Satukan Tekad Kendalikan HIV di Bali

IMG-20260508-WA0035
Yayasan Kerti Praja mengumpulkan berbagai elemen, seperti jurnalis, organisasi masyarakat sipil, komunitas pendamping, media, hingga pegiat isu HIV dan kelompok rentan, bertempat di Gedung PKBI, Jl. Gatot Subroto IV Denpasar, Kamis (7/5/2026).

DENPASAR-fajarbali.com | Prevalensi atau kasus HIV di Bali tergolong masih tinggi. Hal ini perlu mendapatkan perhatian semua pihak melalui kerja kolaborasi. 

Dalam hal ini, Yayasan Kerti Praja mengumpulkan berbagai elemen, seperti jurnalis, organisasi masyarakat sipil, komunitas pendamping, media, hingga pegiat isu HIV dan kelompok rentan, bertempat di Gedung PKBI, Jl.
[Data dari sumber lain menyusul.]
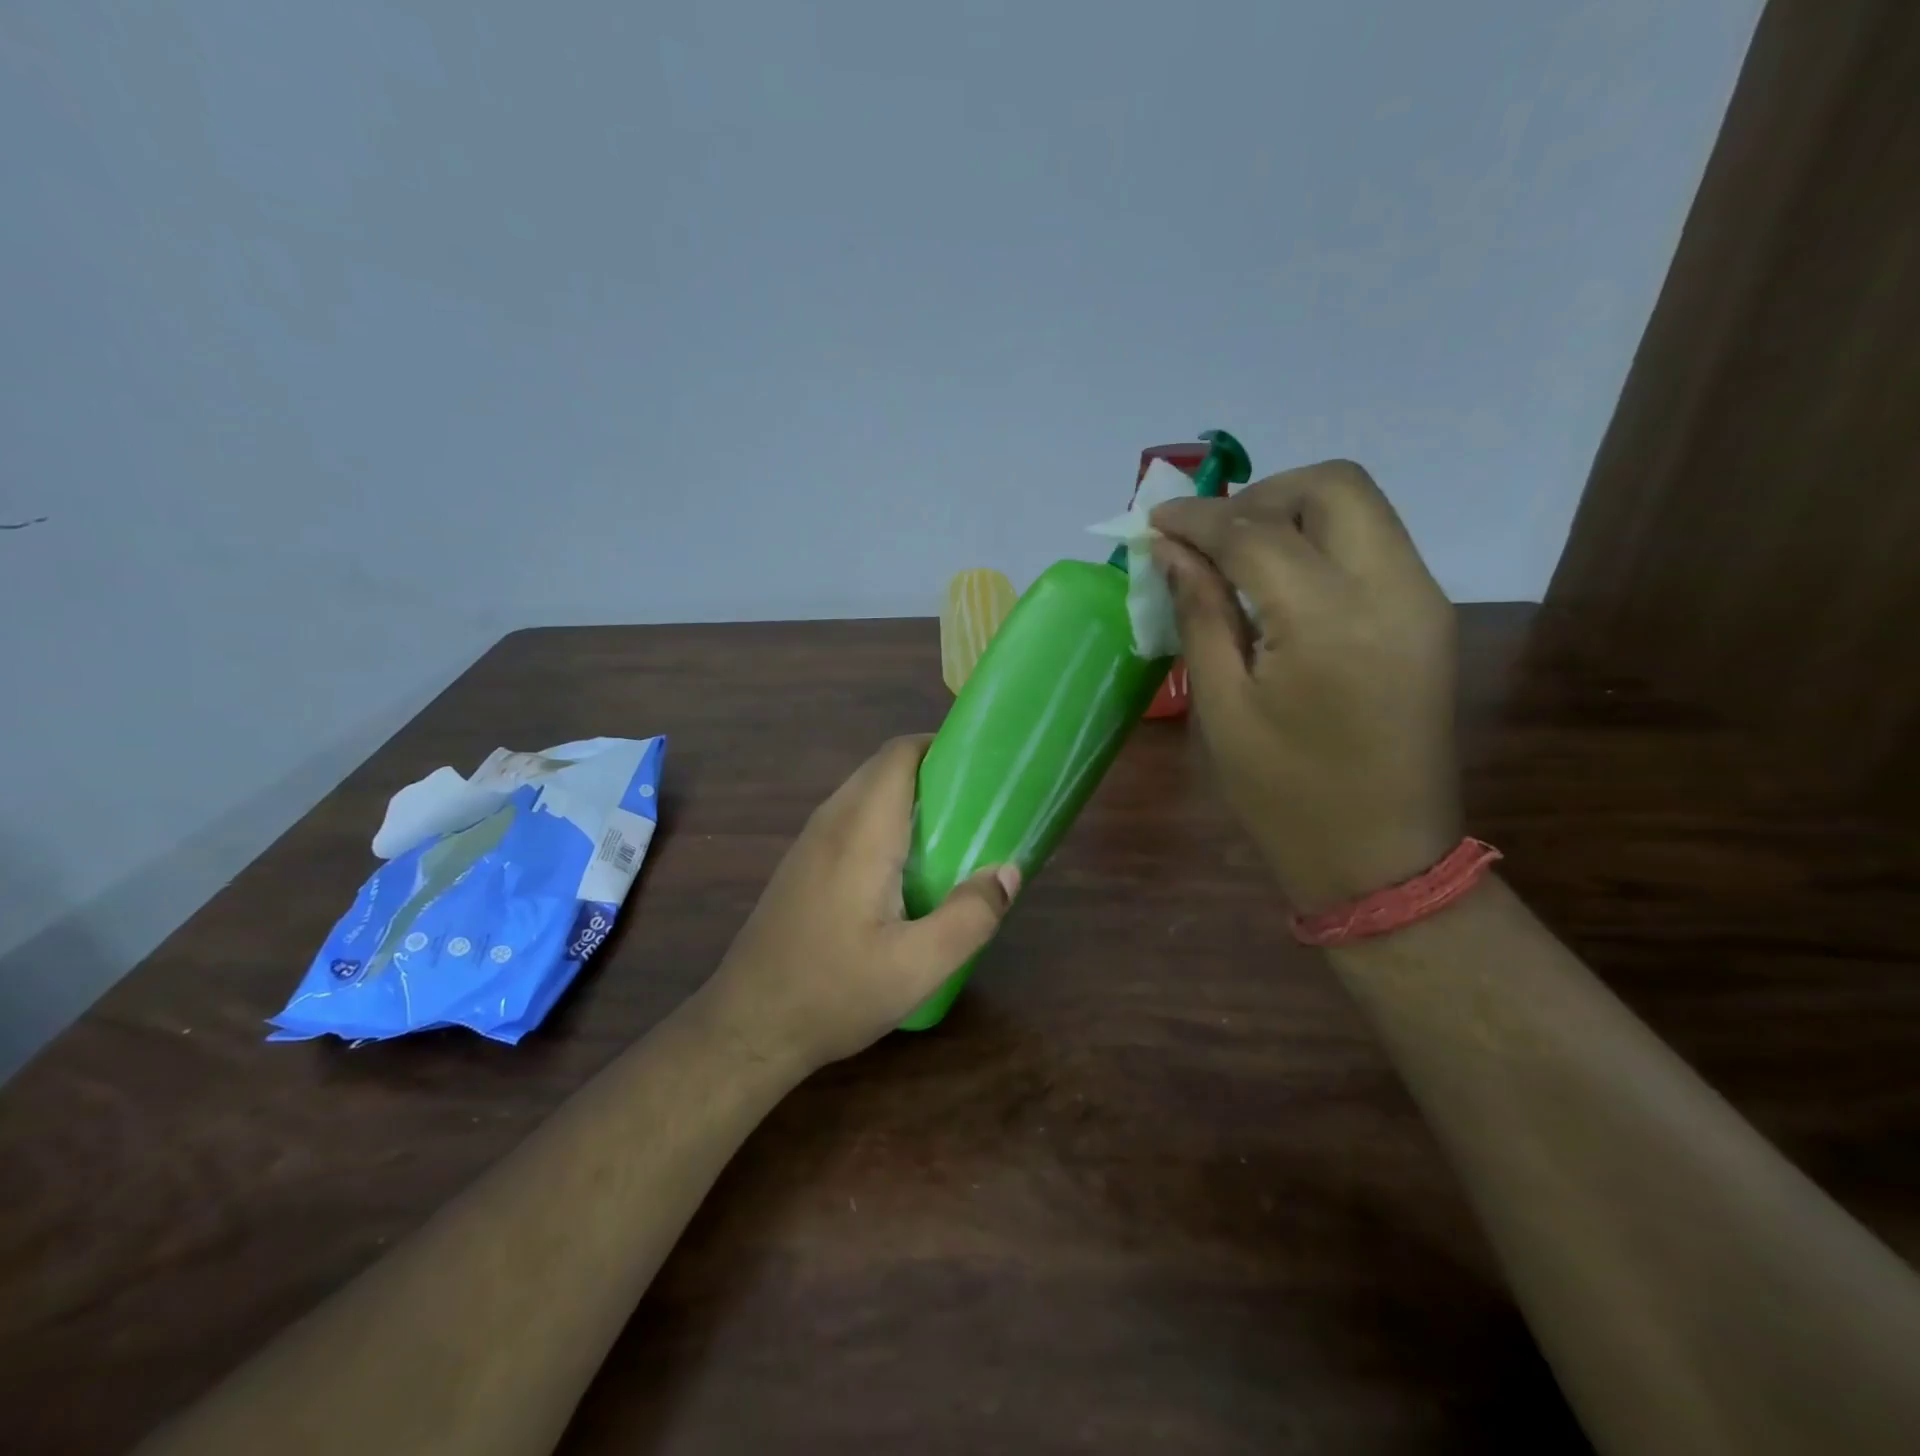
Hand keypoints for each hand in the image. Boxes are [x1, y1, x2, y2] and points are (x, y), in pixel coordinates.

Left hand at [697, 736, 1019, 1071]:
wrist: (747, 1027)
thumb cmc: (833, 992)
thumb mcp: (916, 967)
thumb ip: (970, 916)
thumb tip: (1009, 871)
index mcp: (861, 831)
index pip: (898, 755)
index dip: (941, 746)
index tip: (983, 766)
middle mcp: (831, 822)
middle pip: (885, 768)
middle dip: (934, 773)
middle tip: (980, 805)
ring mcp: (811, 842)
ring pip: (867, 793)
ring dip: (910, 798)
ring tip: (955, 833)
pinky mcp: (804, 864)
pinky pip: (852, 819)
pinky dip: (888, 821)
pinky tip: (909, 867)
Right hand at [1151, 459, 1459, 911]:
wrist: (1382, 857)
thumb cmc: (1284, 795)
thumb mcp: (1223, 708)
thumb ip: (1200, 614)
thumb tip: (1171, 551)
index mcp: (1329, 621)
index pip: (1257, 532)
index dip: (1199, 518)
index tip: (1154, 519)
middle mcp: (1392, 589)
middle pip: (1333, 486)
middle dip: (1259, 495)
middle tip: (1207, 536)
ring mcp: (1422, 599)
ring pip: (1359, 507)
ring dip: (1291, 512)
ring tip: (1236, 556)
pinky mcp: (1428, 615)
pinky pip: (1373, 544)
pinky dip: (1320, 540)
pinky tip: (1279, 582)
Gatot Subroto IV Denpasar, Kamis (7/5/2026).

Kegiatan yang dikemas dalam "Temu Media dalam rangka Publikasi Progres Percepatan Pelaksanaan Kontrak Sosial di Kota Denpasar" ini, berlangsung dialogis sejak awal hingga akhir pertemuan. 

Interaksi terjadi sepanjang pertemuan karena adanya isu-isu baru yang sangat strategis, serta menjadi pengetahuan baru khususnya bagi awak media. Setiap peserta memiliki kesempatan yang sama untuk bertanya dan menanggapi.

Technical Officer SSR Yayasan Kerti Praja, I Made Suprapta mengatakan kegiatan ini menjadi ruang bersama untuk mempublikasikan progres percepatan pelaksanaan kontrak sosial di Denpasar sekaligus memperkuat kolaborasi lintas sektor.

Menurutnya, kontrak sosial menjadi bagian penting dalam memperkuat akses layanan kesehatan dan perlindungan sosial bagi kelompok rentan di Bali.

"Melalui kegiatan ini kami ingin memastikan semua pihak memahami pentingnya kolaborasi dalam penguatan layanan yang inklusif dan berkelanjutan,” ujarnya.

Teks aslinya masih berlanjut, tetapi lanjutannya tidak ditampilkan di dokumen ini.